Vac: What I like about this is how many Mets fans refuse to wallow in their negative history. Enjoying the precious present. Good for you.
Rocco Lobbato: The difference between Jacob deGrom and Matt Harvey: DeGrom is a thinking man’s pitcher and Harvey thinks with his wallet.
Vac: I believe deGrom would win the fan vote in a Nixon-in-’72-style landslide.
@powerhitter23: I’m 100 percent a Matt Harvey guy, but perhaps this shows him he’s not the island unto himself anymore. Fall in line.
@MikeVacc: That has been a lonely island this week, for sure.
Gary Ferrari: With all of the milestones he has passed during this entirely unpredictable season, could it be that it is not A-Rod wearing No. 13, but Joe Hardy?
Vac: I don’t think it would be hard to convince anyone that Alex is unfamiliar with making deals with the devil.
Vac Whacks
I don’t think the Patriots did anything funny with the Steelers’ head sets Thursday night, I really don’t. But the Pats forever forfeited the right to act like wrongly accused victims the moment they copped to SpyGate. Sorry. Nobody probably much trusted Willie Sutton around their wallets much after a while either, right?

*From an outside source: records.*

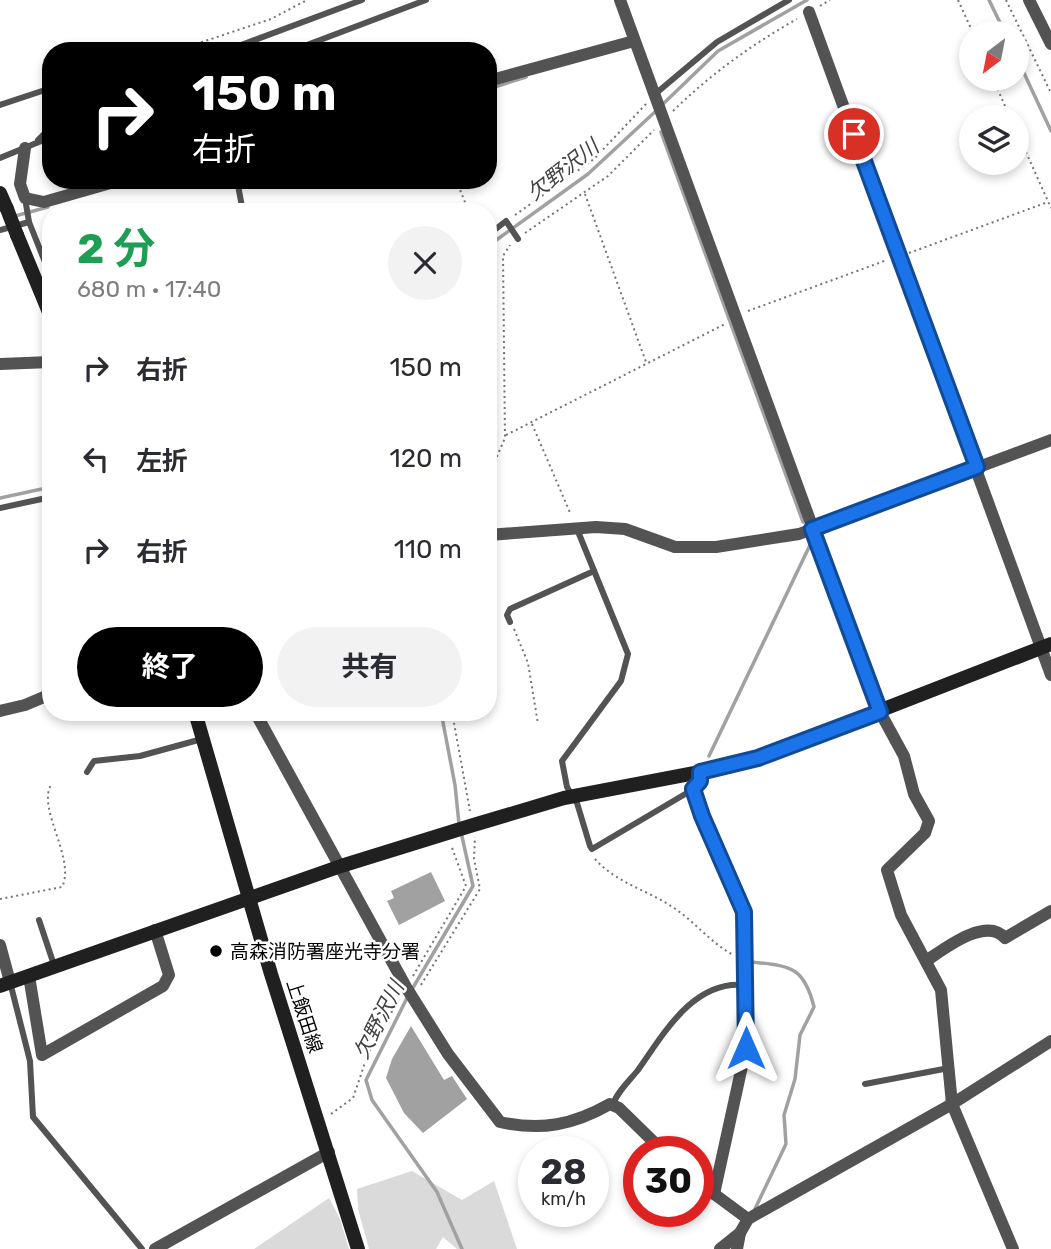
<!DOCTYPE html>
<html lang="ja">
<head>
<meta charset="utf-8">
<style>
  :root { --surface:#fff; --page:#f2f2f3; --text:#2b2b33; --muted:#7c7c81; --accent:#000 }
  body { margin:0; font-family:Rubik,"Noto Sans JP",sans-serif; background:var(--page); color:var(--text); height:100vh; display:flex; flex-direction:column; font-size:26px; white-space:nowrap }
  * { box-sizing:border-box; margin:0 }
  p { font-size:23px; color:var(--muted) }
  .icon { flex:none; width:38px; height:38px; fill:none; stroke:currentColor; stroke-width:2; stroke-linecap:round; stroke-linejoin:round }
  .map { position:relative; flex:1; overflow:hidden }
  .drawer { position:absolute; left:42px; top:203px; width:455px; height:518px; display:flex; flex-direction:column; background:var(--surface); border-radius:28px; box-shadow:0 4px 10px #0003 }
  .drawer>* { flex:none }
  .guide { position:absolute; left:42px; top:42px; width:455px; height:147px; border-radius:28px; box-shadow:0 4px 10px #0003; background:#000; color:#fff; overflow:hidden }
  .needle { width:46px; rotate:212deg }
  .fabs { position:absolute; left:959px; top:21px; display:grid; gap:14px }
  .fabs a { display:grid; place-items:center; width:70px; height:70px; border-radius:50%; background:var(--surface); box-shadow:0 4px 10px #0003; font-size:35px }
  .speed { position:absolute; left:518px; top:1136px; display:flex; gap:14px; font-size:35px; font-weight:700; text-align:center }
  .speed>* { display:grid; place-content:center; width:91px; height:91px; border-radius:50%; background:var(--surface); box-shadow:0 4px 10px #0003; line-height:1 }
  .speed small { font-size:18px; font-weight:400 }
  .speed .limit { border:10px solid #d22; background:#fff; color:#111 }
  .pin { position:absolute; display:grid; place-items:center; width:60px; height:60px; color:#fff; margin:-30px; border:4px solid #fff; border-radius:50%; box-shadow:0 2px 7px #0007 }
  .me { position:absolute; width:77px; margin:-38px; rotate:0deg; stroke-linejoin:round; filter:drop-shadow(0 0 5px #0008) }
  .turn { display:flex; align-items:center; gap:24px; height:147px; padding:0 35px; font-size:32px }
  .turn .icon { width:91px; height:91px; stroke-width:2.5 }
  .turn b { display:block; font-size:49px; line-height:60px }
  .round { display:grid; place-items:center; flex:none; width:74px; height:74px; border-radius:37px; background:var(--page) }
  .overview { display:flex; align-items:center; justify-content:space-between; height:119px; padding:0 35px }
  h1 { font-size:42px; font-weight:700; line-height:52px; color:#1e9e55 }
  .button { display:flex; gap:14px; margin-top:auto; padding:14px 35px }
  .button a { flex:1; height:80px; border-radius:42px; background:var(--accent); color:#fff; font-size:28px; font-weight:700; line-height:80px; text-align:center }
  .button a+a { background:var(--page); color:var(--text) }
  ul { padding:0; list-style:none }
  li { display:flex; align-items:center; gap:21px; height:91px; padding:0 35px }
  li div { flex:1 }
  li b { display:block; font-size:26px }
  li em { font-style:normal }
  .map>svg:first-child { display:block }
</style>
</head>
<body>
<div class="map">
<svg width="1051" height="1249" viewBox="0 0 1051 1249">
  <rect width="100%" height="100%" fill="#fff"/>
  <g fill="#dadada">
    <path d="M412 1171 462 1200 494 1181 517 1249H457L443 1237 436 1249H369L358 1209 357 1189Z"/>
    <path d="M329 1198 340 1219 349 1249H254Z"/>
  </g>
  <g fill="#a1a1a1">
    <path d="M431 872 445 901 399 925 387 901 394 898 391 891Z"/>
    <path d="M411 1026 444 1080 452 1076 467 1099 423 1133 404 1113 386 1078 392 1059Z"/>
  </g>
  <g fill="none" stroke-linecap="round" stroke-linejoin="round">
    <g stroke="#a1a1a1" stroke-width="3.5">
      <path d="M989 0 1005 33"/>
      <path d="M1017 58 1051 131"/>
      <path d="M488 89 526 77"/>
      <path d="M662 105 718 51 807 0"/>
      <path d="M661 132 803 522"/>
      <path d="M123 185 140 180"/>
      <path d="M15 216 48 207"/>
      <path d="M488 442 493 389 495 241 588 174 657 110"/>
      <path d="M0 498 51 487"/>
      <path d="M441 712 455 785 459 824"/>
      <path d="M709 756 811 543 809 538"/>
      <path d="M752 962C790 966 804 966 814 1007L800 1035 795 1079 784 1115 786 1144 754 1211"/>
      <path d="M411 991 473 886 461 832"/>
      <path d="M407 998 366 1080 372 1100 437 1192 462 1249"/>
    </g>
    <g stroke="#757575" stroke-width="2" stroke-dasharray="2 3.5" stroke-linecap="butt">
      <path d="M958 0 973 33"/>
      <path d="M1006 0 1051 93"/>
      <path d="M820 6 830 0"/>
      <path d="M175 51 271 19 307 0"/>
      <path d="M993 79 1010 117"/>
      <path d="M673 111C711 74 751 45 797 19"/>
      <path d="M1017 132 1051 208"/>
      <path d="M456 180 469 212"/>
      <path d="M585 194 646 362"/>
      <path d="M515 215 594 159 646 104"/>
      <path d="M525 233 608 176 654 130"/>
      <path d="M909 253 1048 202"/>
      <path d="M748 311 887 260"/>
      <path d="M532 424 571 515"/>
      <path d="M506 435 725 324"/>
      <path d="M488 477 505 438 503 256 510 245"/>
      <path d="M514 629 528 663 538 724"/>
      <path d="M452 712 470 811"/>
      <path d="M595 859C616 883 648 890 674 908 695 922 710 942 733 955"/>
      <path d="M0 899 62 887C76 859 37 809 51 785"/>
      <path d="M413 976 466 886 451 845"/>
      <path d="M421 985 480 889 474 859 475 837"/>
      <path d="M331 1114 353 1098 368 1054 399 999"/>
    </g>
    <g stroke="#535353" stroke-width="6">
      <path d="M225 51 362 0"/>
      <path d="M291 51 426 0"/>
      <path d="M654 95 717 42 789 0"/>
      <path d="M0 105 51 88"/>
      <path d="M38 140 51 127"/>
      <path d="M0 158 51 137"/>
      <path d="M237 180 243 212"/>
      <path d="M25 198 29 222 51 277"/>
      <path d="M0 230 29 222"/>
      <path d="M488 235 506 221 518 239"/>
      <path d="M0 508 51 497"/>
      <path d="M577 529 628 654 621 681 562 761 567 787 577 803 590 846 592 849 692 790"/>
      <path d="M510 622 507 615 510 609 594 571"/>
      <path d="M87 772 94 761 140 756 202 739"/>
      <path d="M39 920 54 965"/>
      <path d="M10 982 30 1061 33 1117 142 1249"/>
      <path d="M865 1084 949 1068"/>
      <path d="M613 1105C616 1093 630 1080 638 1070 663 1035 693 980 744 985"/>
    </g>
    <g stroke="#535353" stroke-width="12">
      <path d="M620 0 880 712 904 756 914 794 929 821 925 833 887 870 901 915 941 990 952 1104 1013 1249"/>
      <path d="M1029 0 1051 44"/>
      <path d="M809 12 1051 675"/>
      <path d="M488 81 634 41"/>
      <path d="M25 148 20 184 25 198 44 202 121 180"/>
      <path d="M0 364 51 362"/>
      <path d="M488 535 596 527 625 529 675 547H716L799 534 1051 440"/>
      <path d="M0 711 25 705 51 694"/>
      <path d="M255 712 406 987 448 1054 500 1122C542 1131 573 1125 610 1104L619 1108 664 1152"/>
      <path d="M700 772V781L693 789 696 801 744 912 746 1048 714 1194"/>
      <path d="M0 945 10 982"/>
      <path d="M926 961C944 949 986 916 1005 938L1051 911"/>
      <path d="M29 976 42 1055 163 986 169 975 155 930"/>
      <path d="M698 1182 748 1219"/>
      <path d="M155 1249 329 1152"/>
      <path d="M720 1249 740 1233"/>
      <path d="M737 1249 740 1233 748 1219 952 1104 1051 1041"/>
    </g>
    <g stroke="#202020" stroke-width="14">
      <path d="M0 193 7 209"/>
      <path d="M17 235 51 317"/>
      <path d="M195 712 271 974 358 1249"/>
      <path d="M0 986 341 866 470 826 564 798 700 772 758 758 1051 644"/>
    </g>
    <path stroke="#202020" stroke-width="14" d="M7 209 17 235"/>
  </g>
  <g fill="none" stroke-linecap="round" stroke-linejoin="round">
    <defs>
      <path id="route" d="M746 1048 744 912 702 816 693 789 700 781V772L758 758 880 712 812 529 977 467 854 134"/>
    </defs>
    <use href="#route" stroke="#114b97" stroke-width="18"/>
    <use href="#route" stroke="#1a73e8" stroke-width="12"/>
  </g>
  <circle fill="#000" stroke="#fff" stroke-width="2.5" cx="216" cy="951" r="7"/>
  <g text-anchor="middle" stroke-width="5" stroke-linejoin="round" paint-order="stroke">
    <g font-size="19" fill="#000" stroke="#fff" text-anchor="start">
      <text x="230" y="958">高森消防署座光寺分署</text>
    </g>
    <g font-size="19" fill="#000" stroke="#fff">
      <text transform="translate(305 1016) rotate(72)" y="7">上飯田線</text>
    </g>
    <g font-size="21" font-style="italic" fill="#424242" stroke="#fff">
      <text transform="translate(563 170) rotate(-38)" y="7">欠野沢川</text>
      <text transform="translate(379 1020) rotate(-63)" y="7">欠野沢川</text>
    </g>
  </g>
</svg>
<div class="fabs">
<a><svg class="needle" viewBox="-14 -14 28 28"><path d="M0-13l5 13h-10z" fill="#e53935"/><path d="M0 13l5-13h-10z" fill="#7c7c81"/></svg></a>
<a><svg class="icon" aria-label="layers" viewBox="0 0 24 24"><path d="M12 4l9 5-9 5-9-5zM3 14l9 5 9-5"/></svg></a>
</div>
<div class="speed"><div>28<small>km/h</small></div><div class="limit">30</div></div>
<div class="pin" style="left:854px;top:134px;background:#d93025"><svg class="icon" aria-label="arrive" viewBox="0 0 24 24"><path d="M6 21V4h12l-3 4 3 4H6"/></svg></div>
<svg class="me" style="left:746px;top:1048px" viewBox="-20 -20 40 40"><path d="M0-17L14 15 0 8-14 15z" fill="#1a73e8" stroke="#fff" stroke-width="4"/></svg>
<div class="guide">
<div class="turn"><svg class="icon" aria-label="right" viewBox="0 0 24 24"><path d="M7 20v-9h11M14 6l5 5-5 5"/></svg><div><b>150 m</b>右折</div></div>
</div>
<section class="drawer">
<div class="overview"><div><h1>2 分</h1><p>680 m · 17:40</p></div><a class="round"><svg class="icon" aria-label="close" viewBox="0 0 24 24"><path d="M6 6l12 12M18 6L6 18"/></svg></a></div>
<ul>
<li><svg class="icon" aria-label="right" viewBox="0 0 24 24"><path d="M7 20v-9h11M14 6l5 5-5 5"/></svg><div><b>右折</b></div><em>150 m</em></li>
<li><svg class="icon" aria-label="left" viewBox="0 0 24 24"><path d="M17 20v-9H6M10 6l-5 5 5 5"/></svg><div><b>左折</b></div><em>120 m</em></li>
<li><svg class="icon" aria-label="right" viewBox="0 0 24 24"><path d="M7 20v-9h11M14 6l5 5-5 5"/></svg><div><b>右折</b></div><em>110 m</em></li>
</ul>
<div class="button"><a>終了</a><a>共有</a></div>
</section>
</div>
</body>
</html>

If you haven’t gotten there yet, it’s time to join in on the fun with “Public Morals,” which is just about as good as the law allows on TV. Kudos to Eddie Burns, who has delivered a masterpiece of time and place that would make the folks at “Mad Men” stand up and applaud.
What happened with Mark Teixeira’s leg was nobody’s fault, of course. It happens. But do you get the sense if he were in the employ of New York’s other baseball team and this happened the way it happened, everyone would accept it in such Zen-like fashion?
Would it really be the worst thing in the world if Ryan Fitzpatrick took this opportunity and ran with it, 1998-Vinny-Testaverde-style?